**Directions for this task:** Where the string "Yangjinam" occurs in a line of the data below, that line should be copied.

**Records supplied:**
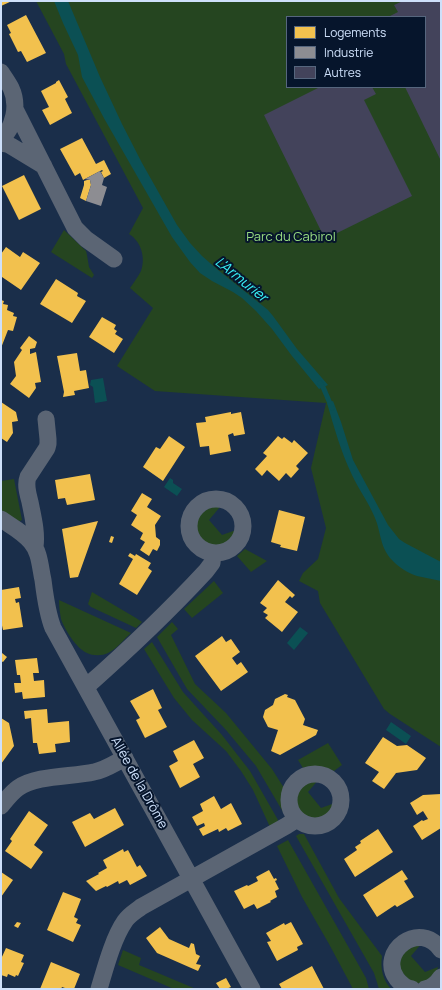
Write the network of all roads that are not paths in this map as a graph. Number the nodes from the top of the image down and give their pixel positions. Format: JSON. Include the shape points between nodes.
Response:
{"nodes":[{"id":1,"x":1,"y":72,"type":"edge"},
{"id":2,"x":15,"y":109,"type":"junction"},
{"id":3,"x":1,"y":142,"type":"edge"},
{"id":4,"x":44,"y":166,"type":"junction"},
{"id":5,"x":114,"y":259,"type":"dead end"},
{"id":6,"x":46,"y":419,"type":"dead end"},
{"id":7,"x":1,"y":520,"type":"edge"},
{"id":8,"x":35,"y":547,"type":"junction"},
{"id":9,"x":213,"y":553,"type":"dead end"},
{"id":10,"x":86,"y":687,"type":"junction"},
{"id":11,"x":125,"y":758,"type":"junction"},
{"id":12,"x":1,"y":806,"type":"edge"},
{"id":13,"x":297,"y":819,"type":"dead end"},
{"id":14,"x":192,"y":880,"type":"junction"},
{"id":15,"x":441,"y":950,"type":"edge"},
{"id":16,"x":441,"y":977,"type":"edge"},
{"id":17,"x":99,"y":989,"type":"edge"},
{"id":18,"x":252,"y":989,"type":"edge"},
{"id":19,"x":412,"y":989,"type":"edge"},
{"id":20,"x":425,"y":989,"type":"edge"}],
"edges":[{"from":1,"to":2,"type":"street","via":[[10,86]]},
{"from":2,"to":3,"type":"street","via":[[11,126]]},
{"from":2,"to":4,"type":"street"},
{"from":3,"to":4,"type":"street"},
{"from":4,"to":5,"type":"street","via":[[75,228]]},
{"from":6,"to":8,"type":"street","name":"Allée de la Drôme","via":[[47,448],[27,480],[35,530]]},
{"from":7,"to":8,"type":"street","via":[[27,538]]},
{"from":8,"to":10,"type":"street","name":"Allée de la Drôme","via":[[50,620]]},
{"from":9,"to":10,"type":"street","via":[[212,563],[206,571],[138,640]]},
{"from":10,"to":11,"type":"street","name":"Allée de la Drôme"},
{"from":11,"to":12,"type":"street","via":[[108,768],[94,772],[28,783],[18,788]]},
{"from":11,"to":14,"type":"street","name":"Allée de la Drôme"},
{"from":13,"to":14,"type":"street"},
{"from":14,"to":17,"type":"street","via":[[141,907],[125,920]]},
{"from":14,"to":18,"type":"street","name":"Allée de la Drôme"},
{"from":15,"to":19,"type":"street","via":[[438,945],[421,937],[403,942],[397,949],[392,967],[395,976]]},
{"from":16,"to":20,"type":"street"}]}
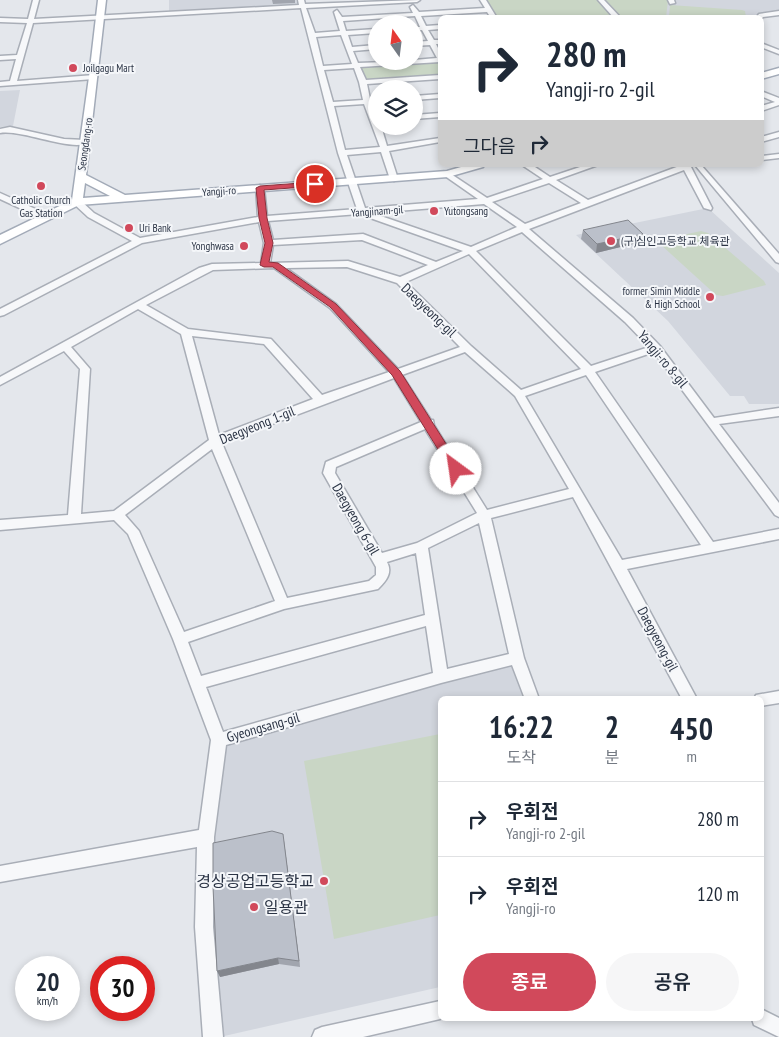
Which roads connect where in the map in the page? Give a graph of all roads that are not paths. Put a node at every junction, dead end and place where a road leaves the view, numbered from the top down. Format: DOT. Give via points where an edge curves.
graph roads {
  1 [pos="36,0"];
  2 [pos="102,0"];
  3 [pos="266,0"];
  4 [pos="409,0"];
  5 [pos="417,0"];
  6 [pos="483,0"];
  7 [pos="601,0"];
  8 [pos="334,2"];
  9 [pos="301,3"];
  10 [pos="268,8"];
  11 [pos="488,10"];
  12 [pos="779,13"];
  13 [pos="417,14"];
  14 [pos="492,15"];
  15 [pos="615,15"];
  16 [pos="762,15"];
  17 [pos="98,17"];
  18 [pos="339,19"];
  19 [pos="0,20"];
  20 [pos="30,22"];
  21 [pos="438,27"];
  22 [pos="424,28"];
  23 [pos="368,31"];
  24 [pos="343,33"];
  25 [pos="312,35"];
  26 [pos="438,42"];
  27 [pos="423,43"];
  28 [pos="431,43"];
  29 [pos="764,46"];
  30 [pos="368,48"];
  31 [pos="349,49"];
  32 [pos="779,52"];
  33 [pos="438,55"];
  34 [pos="19,57"];
  35 [pos="0,58"];
  36 [pos="438,59"];
  37 [pos="356,66"];
  38 [pos="319,68"];
  39 [pos="779,71"];
  40 [pos="764,75"];
  41 [pos="94,77"];
  42 [pos="438,77"];
  43 [pos="364,82"];
  44 [pos="13,83"];
  45 [pos="0,84"];
  46 [pos="764,94"];
  47 [pos="438,96"];
  48 [pos="423,97"];
  49 [pos="367,102"];
  50 [pos="779,102"];
  51 [pos="328,104"];
  52 [pos="764,108"];
  53 [pos="438,115"];
  54 [pos="423,116"];
  55 [pos="0,130"];
  56 [pos="779,134"];
  57 [pos="380,135"];
  58 [pos="764,139"];
  59 [pos="438,140"];
  60 [pos="85,142"];
  61 [pos="385,149"];
  62 [pos="342,153"];
  63 [pos="779,156"];
  64 [pos="764,158"];
  65 [pos="472,167"];
  66 [pos="529,167"];
  67 [pos="588,167"];
  68 [pos="680,167"];
  69 [pos="684,167"];
  70 [pos="699,167"];
  71 [pos="448,174"];
  72 [pos="80,176"];
  73 [pos="394,179"];
  74 [pos="550,180"];
  75 [pos="351,182"];
  76 [pos="260,188"];
  77 [pos="0,196"];
  78 [pos="124,198"];
  79 [pos="486,201"];
  80 [pos="77,202"];
  81 [pos="588,204"];
  82 [pos="708,208"];
  83 [pos="362,212"];
  84 [pos="48,218"];
  85 [pos="263,218"];
  86 [pos="524,228"];
  87 [pos="0,240"];
  88 [pos="139,241"];
  89 [pos="269,243"];
  90 [pos="470,250"];
  91 [pos="779,260"];
  92 [pos="270,265"];
  93 [pos="436,265"];
  94 [pos="400,281"];
  95 [pos="138,305"];
  96 [pos="0,314"];
  97 [pos="186,332"];
  98 [pos="64,346"];
  99 [pos="467,348"];
  100 [pos="656,348"];
  101 [pos="588,370"];
  102 [pos="396,373"];
  103 [pos="0,382"];
  104 [pos="519,394"];
  105 [pos="320,400"];
  106 [pos="779,412"];
  107 [pos="712,422"];
  108 [pos="429,423"];
  109 [pos="216,441"];
  110 [pos="576,492"];
  111 [pos="779,512"];
  112 [pos="118,515"];
  113 [pos="484,515"];
  114 [pos="74,518"];
  115 [pos="0,525"];
  116 [pos="779,534"];
  117 [pos="421,546"];
  118 [pos="710,548"];
  119 [pos="379,559"];
  120 [pos="618,566"];
  121 [pos="284,604"];
  122 [pos="432,619"];
  123 [pos="180,639"];
  124 [pos="518,658"];
  125 [pos="441,677"];
  126 [pos="198,684"];
  127 [pos="531,696"];
  128 [pos="688,696"];
  129 [pos="779,697"];
  130 [pos="764,700"];
  131 [pos="219,740"];
  132 [pos="206,837"];
  133 [pos="0,874"];
  134 [pos="438,1011"];
  135 [pos="764,1020"];
  136 [pos="779,1028"];
  137 [pos="379,1030"];
  138 [pos="213,1037"];
  139 [pos="322,1037"];
  1 -- 20 [label="street"];
  2 -- 17 [label="main road, Seongdang-ro"];
  3 -- 10 [label="street"];
  4 -- 5 [label="street"];
  4 -- 8 [label="street"];
  4 -- 13 [label="street"];
  6 -- 11 [label="street"];
  7 -- 15 [label="street"];
  8 -- 9 [label="street"];
  8 -- 18 [label="street"];
  9 -- 10 [label="street"];
  9 -- 25 [label="street"];
  10 -- 17 [label="street" via="166,10"];
  11 -- 13 [label="street"];
  11 -- 14 [label="street"];
  12 -- 16 [label="street"];
  13 -- 18 [label="street"];
  13 -- 22 [label="street"];
  17 -- 20 [label="street"];
  17 -- 41 [label="main road, Seongdang-ro"];
  18 -- 24 [label="street"];
  19 -- 20 [label="street"];
  20 -- 34 [label="street"];
  21 -- 22 [label="street"];
  22 -- 28 [label="street"];
  23 -- 24 [label="street"];
  24 -- 25 [label="street"];
  24 -- 31 [label="street"];
  25 -- 38 [label="street"];
  26 -- 28 [label="street"];
  27 -- 28 [label="street"];
  28 -- 33 [label="street"];
  29 -- 32 [label="street"];
  30 -- 31 [label="street"];
  31 -- 37 [label="street"];
  34 -- 35 [label="street"];
  34 -- 44 [label="street"];
  36 -- 37 [label="street"];
  37 -- 38 [label="street"];
  37 -- 43 [label="street"];
  38 -- 51 [label="street"];
  39 -- 40 [label="main road"];
  41 -- 44 [label="street"];
  41 -- 60 [label="main road, Seongdang-ro"];
  42 -- 43 [label="street"];
  43 -- 49 [label="street"];
  44 -- 45 [label="street"];
  46 -- 50 [label="street"];
  47 -- 48 [label="street"];
  49 -- 51 [label="street"];
  50 -- 52 [label="street"];
  51 -- 62 [label="street"];
  53 -- 54 [label="street"];
  55 -- 60 [label="street" via="10,129 64,142"];
  56 -- 58 [label="street"];
  57 -- 61 [label="street"];
  59 -- 61 [label="street"];
  60 -- 72 [label="main road, Seongdang-ro"];
  61 -- 62 [label="street"];
  61 -- 73 [label="street"];
  62 -- 75 [label="street"];
  63 -- 64 [label="street"];
  65 -- 71 [label="main road, Yangji-ro"];
  66 -- 74 [label="street"];
  67 -- 74 [label="street, Yangjinam-gil"];
  68 -- 81 [label="street"];
  69 -- 82 [label="street"];
  70 -- 91 [label="street"];
  71 -- 73 [label="main road, Yangji-ro"];
  71 -- 79 [label="street, Yangji-ro 8-gil"];
  72 -- 78 [label="main road"];
  72 -- 80 [label="main road, Seongdang-ro"];
  73 -- 75 [label="main road, Yangji-ro"];
  74 -- 79 [label="street, Yangjinam-gil"];
  74 -- 81 [label="street"];
  75 -- 76 [label="main road, Yangji-ro"];
  75 -- 83 [label="street"];
  76 -- 78 [label="main road, Yangji-ro"];
  76 -- 85 [label="street"];
  77 -- 84 [label="street"];
  78 -- 80 [label="main road, Yangji-ro"];
  79 -- 83 [label="street, Yangjinam-gil"];
  79 -- 86 [label="street, Yangji-ro 8-gil"];
  80 -- 84 [label="main road"];
  80 -- 88 [label="street" via="91,215"];
  81 -- 86 [label="street"];
  83 -- 85 [label="street, Yangjinam-gil"];
  83 -- 90 [label="street"];
  84 -- 87 [label="main road"];
  85 -- 88 [label="street, Yangjinam-gil"];
  85 -- 89 [label="street"];
  86 -- 90 [label="street"];
  86 -- 100 [label="street, Yangji-ro 8-gil" via="629,320"];
  88 -- 96 [label="street, Yangjinam-gil"];
  89 -- 92 [label="street"];
  89 -- 93 [label="street" via="363,237"];
  90 -- 93 [label="street"];
  90 -- 101 [label="street"];
  92 -- 94 [label="street, Daegyeong-gil" via="348,264"];
  92 -- 95 [label="street, Daegyeong-gil" via="226,265 202,270"];
  92 -- 102 [label="street" via="333,306"];
  93 -- 94 [label="street"];
  94 -- 99 [label="street, Daegyeong-gil"];
  95 -- 97 [label="street"];
  95 -- 98 [label="street, Daegyeong-gil"];
  97 -- 105 [label="street" via="267,341"];
  97 -- 109 [label="street"];
  98 -- 103 [label="street, Daegyeong-gil"];
  98 -- 114 [label="street" via="85,368"];
  99 -- 102 [label="street, Daegyeong 1-gil"];
  99 -- 104 [label="street, Daegyeong-gil"];
  100 -- 101 [label="street"];
  100 -- 107 [label="street, Yangji-ro 8-gil"];
  101 -- 104 [label="street"];
  101 -- 118 [label="street"];
  102 -- 105 [label="street, Daegyeong 1-gil"];
  102 -- 108 [label="street"];
  104 -- 110 [label="street, Daegyeong-gil"];
  105 -- 109 [label="street, Daegyeong 1-gil"];
  106 -- 107 [label="street"];
  107 -- 111 [label="street, Yangji-ro 8-gil"];
  108 -- 113 [label="street"];
  108 -- 119 [label="street, Daegyeong 6-gil" via="330,465 329,473"];
  109 -- 112 [label="street, Daegyeong 1-gil"];
  109 -- 121 [label="street"];
  110 -- 113 [label="street"];
  110 -- 120 [label="street, Daegyeong-gil"];
  112 -- 114 [label="street"];
  112 -- 123 [label="street, Gyeongsang-gil" via="133,532"];
  113 -- 117 [label="street"];
  113 -- 124 [label="street"];
  114 -- 115 [label="street"];
  116 -- 118 [label="street"];
  117 -- 119 [label="street"];
  117 -- 122 [label="street"];
  118 -- 120 [label="street"];
  119 -- 121 [label="street, Daegyeong 6-gil" via="383,566 382,577 374,585"];
  120 -- 128 [label="street, Daegyeong-gil"];
  121 -- 123 [label="street, Daegyeong 6-gil"];
  122 -- 125 [label="street"];
  122 -- 126 [label="street"];
  123 -- 126 [label="street, Gyeongsang-gil"];
  124 -- 125 [label="street, Gyeongsang-gil"];
  124 -- 127 [label="street"];
  125 -- 131 [label="street, Gyeongsang-gil"];
  126 -- 131 [label="street, Gyeongsang-gil"];
  129 -- 130 [label="street"];
  131 -- 132 [label="street"];
  132 -- 133 [label="street"];
  132 -- 138 [label="street" via="204,927"];
  134 -- 137 [label="street"];
  135 -- 136 [label="street"];
  137 -- 139 [label="street"];
}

**Problem solution:**
  67 -- 74 [label="street, Yangjinam-gil"];
  74 -- 79 [label="street, Yangjinam-gil"];
  79 -- 83 [label="street, Yangjinam-gil"];
  83 -- 85 [label="street, Yangjinam-gil"];
  85 -- 88 [label="street, Yangjinam-gil"];
  88 -- 96 [label="street, Yangjinam-gil"];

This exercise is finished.